Syntenty between USDA_Mex32 and GCA_020976615.1 was assessed using Mauve, which identifies conserved segments between genomes free from rearrangements referred to as Locally Collinear Blocks (LCBs) [14]. Several sizable blocks of synteny were observed between the two assemblies with the largest block being comprised of  2 Mb and 158 LCBs present (Additional File2). Synteny between USDA_Mex32 and GCA_003945065.1, which represents the only other genome assembly from an isolate from Mexico, was also assessed. Much less collinearity between these two genomes was observed with 333 LCBs present (Additional File3).

Phylogenetic analyses

Recently, a division of C. cayetanensis into three genetic lineages, termed A, B, and C, was proposed [4]. To determine the lineage of the USDA_Mex32 isolate, loci used to distinguish lineages were queried in the assembly of USDA_Mex32. According to the lineage classification system, the USDA_Mex32 isolate is lineage A. Additionally, a comparison among all C. cayetanensis assemblies available in Genbank and the USDA_Mex32 assembly was performed via construction of a whole genome phylogeny (Fig. 1). In the resulting tree, USDA_Mex32 branched with two isolates from Texas, USA (CDC_HCTX542_15 and CDC_HCTX365_13). Of these two isolates, CDC_HCTX542_15 is listed as lineage A in the CDC typing system, while CDC_HCTX365_13 was not included in the lineage analysis [4]. USDA_Mex32 and these two Texas isolates shared a branch with five isolates from Nepal (NF1, C8, NF1_C8, C5, and C10) and one isolate from New York, USA (CDC_HCNY16_01), which have also been described as lineage (A) However, USDA_Mex32 is part of a larger clade that includes all but two of the previously described lineage B isolates and the only isolate from China which has been described as lineage C. Only one other whole genome assembly for an isolate from Mexico was available in GenBank at the time of this analysis.
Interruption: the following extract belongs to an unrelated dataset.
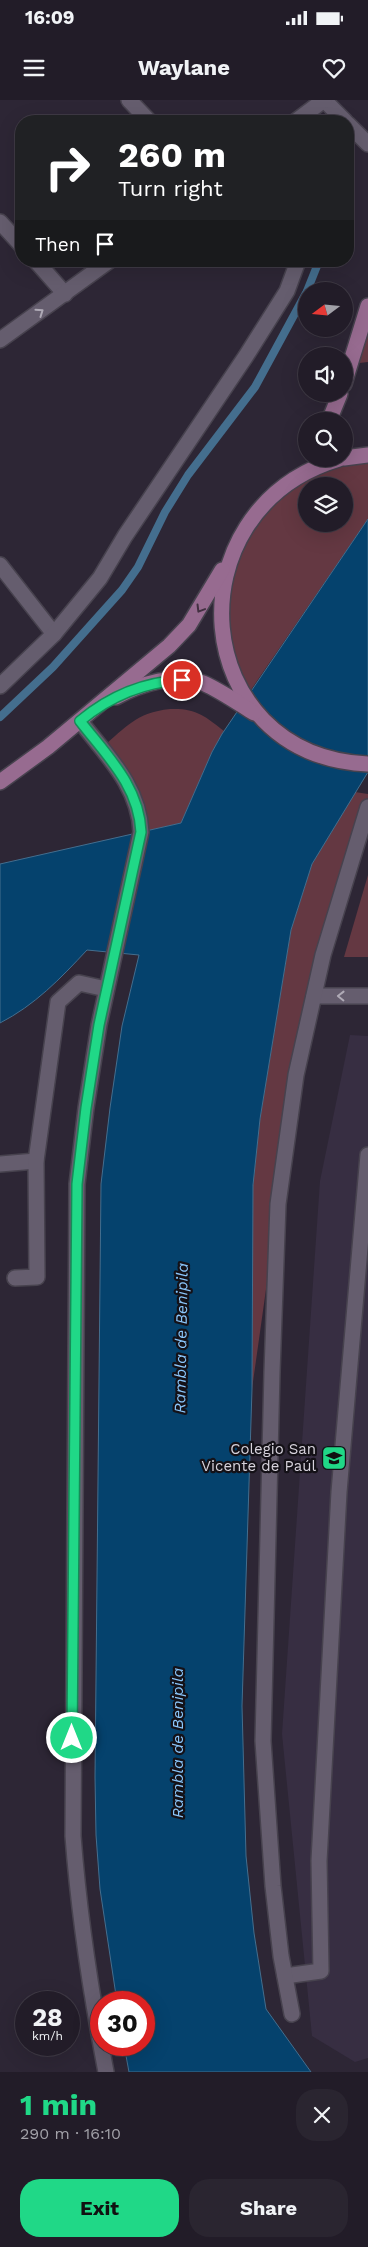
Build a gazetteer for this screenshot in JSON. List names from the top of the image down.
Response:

This isolate, CDC_HCMX010_16, was described as lineage B according to the CDC typing system and formed a separate clade in our tree that included several other lineage B isolates, but also contained a single lineage A isolate, CDC_HCTX503_16. Notably, all isolates from Indonesia formed a separate clade regardless of their classification as lineage A or (B). While the single Nepalese isolate previously classified as lineage B branched with the only lineage C isolate in the analysis. Additionally, all isolates from Asia are interspersed within the same large clade.

Fig. 1
figure 1

Whole genome phylogeny of USDA_Mex32 isolate and 38 publicly available C. cayetanensis assemblies. Color of isolate name indicates country of origin, and, if present, color of branch tip indicates lineage assignments reported by Barratt et al. (2023). Phylogenetic distances were calculated using phylonium, and neighbor-joining tree construction was performed in R. Support values were computed by quartet analysis, and values of > 50 are shown

To make further comparisons between USDA_Mex32 and other lineage A isolates as well as with isolates of lineages B and C, three loci used for lineage assignment were obtained from genomes in which these loci were present. Twenty genomes comprised the final data set representing isolates from lineages A, B, and C. The remaining available genomes did not contain all loci and were not included in the analysis. Sequences of these loci were concatenated and compared alongside USDA_Mex32 via ML, NJ, and UPGMA analyses. Interestingly, even though all loci included in the analysis have been described as supporting the lineage divisions of A, B, and C, in the present analyses only lineage A isolates consistently cluster together (Fig. 2). Isolates representing lineages B and C do not form distinct clades in the ML and NJ trees and only branch separately in the UPGMA analysis.

Fig. 2
figure 2

Phylogenetic relationships among C. cayetanensis isolates based on concatenated sequences of three lineage typing loci. Analyses were performed using (a) Maximum Likelihood, (b) neighbor-joining, and (c) UPGMA methods with 22,139 bp positions in the final dataset and bootstrapping with 1000 replicates. Only support values of > 50 are shown


Some of the foodborne outbreaks of C. cayetanensis in the U.S. and Canada have been linked to fresh produce imported from Mexico [1]. Yet genomic data from Mexico are limited to a single isolate. Given the potential for genomic data to expand our understanding of the epidemiology and biology of C. cayetanensis, more data from more isolates from Mexico are needed. In the present study, whole genome sequencing of an isolate from Mexico was performed. The resulting data were used to assess its lineage and compare it to existing whole genome data from 38 isolates from the U.S., Mexico, Guatemala, Nepal, Indonesia, Canada, and China.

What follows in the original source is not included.